Active flexibility

Passive stretching assisted by an external force whilst active stretching only relies on muscle strength

Active flexibility is an important element of both pole and calisthenics. It’s not enough to just passively stretch, we need to work on our active flexibility. What’s the difference, I can hear you ask. Passive flexibility is what most people work on when they are stretching. It is when you use external forces to put you into a stretched position. It can be your weight, gravity, dumbbells, etc. Active flexibility is when you only use your muscles to hold you in a certain position. For example when we think about a hamstring stretch when someone lifts your leg in the air or you’re sitting in a front split on the floor vs. holding it in the air without any assistance.

Ideally we should train both. If you have a big difference between your active and passive flexibility, the chances of getting injured increases as even tho you might be able to push yourself into positions, you’re not strong enough to hold them without assistance. For example you can lift your leg next to your head with the help of your hands, band or a partner but when you let go, your leg drops significantly. This is the point where most injuries happen as your body is familiar with the position but without external help it doesn’t know (as it’s not strong enough) how to support you in it.


If you have hypermobility you are at an even bigger risk of getting injured if you don’t strengthen your end range mobility. Hypermobility is when your ligaments are generally looser around your joints. (If your knees or elbows bend backwards or you can touch your thumb to your forearm you are likely hypermobile.) To strengthen end range of motion there are different options available to you. For example you can passively lift the body part into end range and by loosening the support you try to keep it in the same position.

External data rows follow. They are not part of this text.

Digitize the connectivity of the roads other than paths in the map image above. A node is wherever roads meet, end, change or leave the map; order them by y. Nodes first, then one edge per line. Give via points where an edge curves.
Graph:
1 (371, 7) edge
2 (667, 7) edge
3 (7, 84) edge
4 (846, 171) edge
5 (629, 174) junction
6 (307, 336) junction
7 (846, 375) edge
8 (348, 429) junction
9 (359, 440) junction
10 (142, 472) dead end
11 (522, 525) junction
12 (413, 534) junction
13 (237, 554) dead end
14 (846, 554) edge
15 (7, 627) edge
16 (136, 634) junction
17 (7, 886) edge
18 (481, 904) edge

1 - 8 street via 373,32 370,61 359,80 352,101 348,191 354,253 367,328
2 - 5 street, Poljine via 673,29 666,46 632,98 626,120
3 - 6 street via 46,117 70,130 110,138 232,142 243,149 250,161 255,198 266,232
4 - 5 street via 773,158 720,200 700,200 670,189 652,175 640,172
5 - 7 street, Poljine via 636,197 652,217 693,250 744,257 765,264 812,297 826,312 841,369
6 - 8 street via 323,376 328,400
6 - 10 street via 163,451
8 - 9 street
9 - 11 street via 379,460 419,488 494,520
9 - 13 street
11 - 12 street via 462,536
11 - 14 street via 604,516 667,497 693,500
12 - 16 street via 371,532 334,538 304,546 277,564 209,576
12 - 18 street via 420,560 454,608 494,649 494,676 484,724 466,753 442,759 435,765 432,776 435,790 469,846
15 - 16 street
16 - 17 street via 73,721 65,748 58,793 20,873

Active flexibility doesn’t just look good but makes certain moves a lot easier. Thinking about things like a handstand press, if you can keep your legs closer to your body it will be a lot easier to lift them in the air. As an overhead athlete probably the most important part of your mobility is overhead mobility. Tight shoulders increase the risk of injuries forcing the body to find the lacking range of motion elsewhere leaving other structures not designed for it to take up the slack.

Wall angels

Every training session should start with a thorough warm up followed by targeted soft tissue release. For example if I’m having a handbalancing session, I will target my lats, posterior delts and thoracic spine. At times I might feel tight elsewhere affecting my overhead mobility and roll my pec minor, upper traps or levator scapulae. If I’m working on presses, I give my hamstrings some extra TLC. After rolling/peanutting I’d strengthen the newly gained extra range of motion. Sticking with overhead mobility it would be some arm lifts in a childs position, pullovers, wall angels, overhead band lifts, etc. This step is probably the most important. This will strengthen the muscles at end range keeping you safe and confirming to your body that it can let you use this newly found extra range of motion. This won’t happen overnight, flexibility is the result of consistency. However if you keep to it, you’ll notice a huge difference. Due to time restrictions make sure that you’re prioritising. If you only do muscle ups and front levers, there’s no point focusing on your splits.

Active flexibility is an important part of training. It will make you stronger, bendier, and safer. You can unlock new moves and enhance the ones you can already do. It’ll make you a well rounded athlete. So don’t forget to dedicate a few minutes to it as often as you can – it’ll worth it.

Happy flexing!

How to structure a handbalancing session


Handbalancing has gained huge popularity recently. It’s the ultimate symbol of strength and control. Long gone are the days when it was only performed by gymnasts or circus artists. It is a staple part of crossfit boxes, breakdancers, calisthenics athletes, pole dancers, yogis, and the list could go on…

Handbalancing is an umbrella term used for different types of balances that only require your hands. For example frogstands, elbow levers, handstands, etc.

Whether you want to learn a new skill, get stronger, improve your balance, have a party trick or just have fun, you will need to start with the basics. Everyone’s starting point will be different, however it’s very important that you don’t skip progressions as it will bite you later on.

The 3 main components of a handbalancing are balance, strength and mobility. When starting out focus on each of these elements and your progress will be a lot quicker.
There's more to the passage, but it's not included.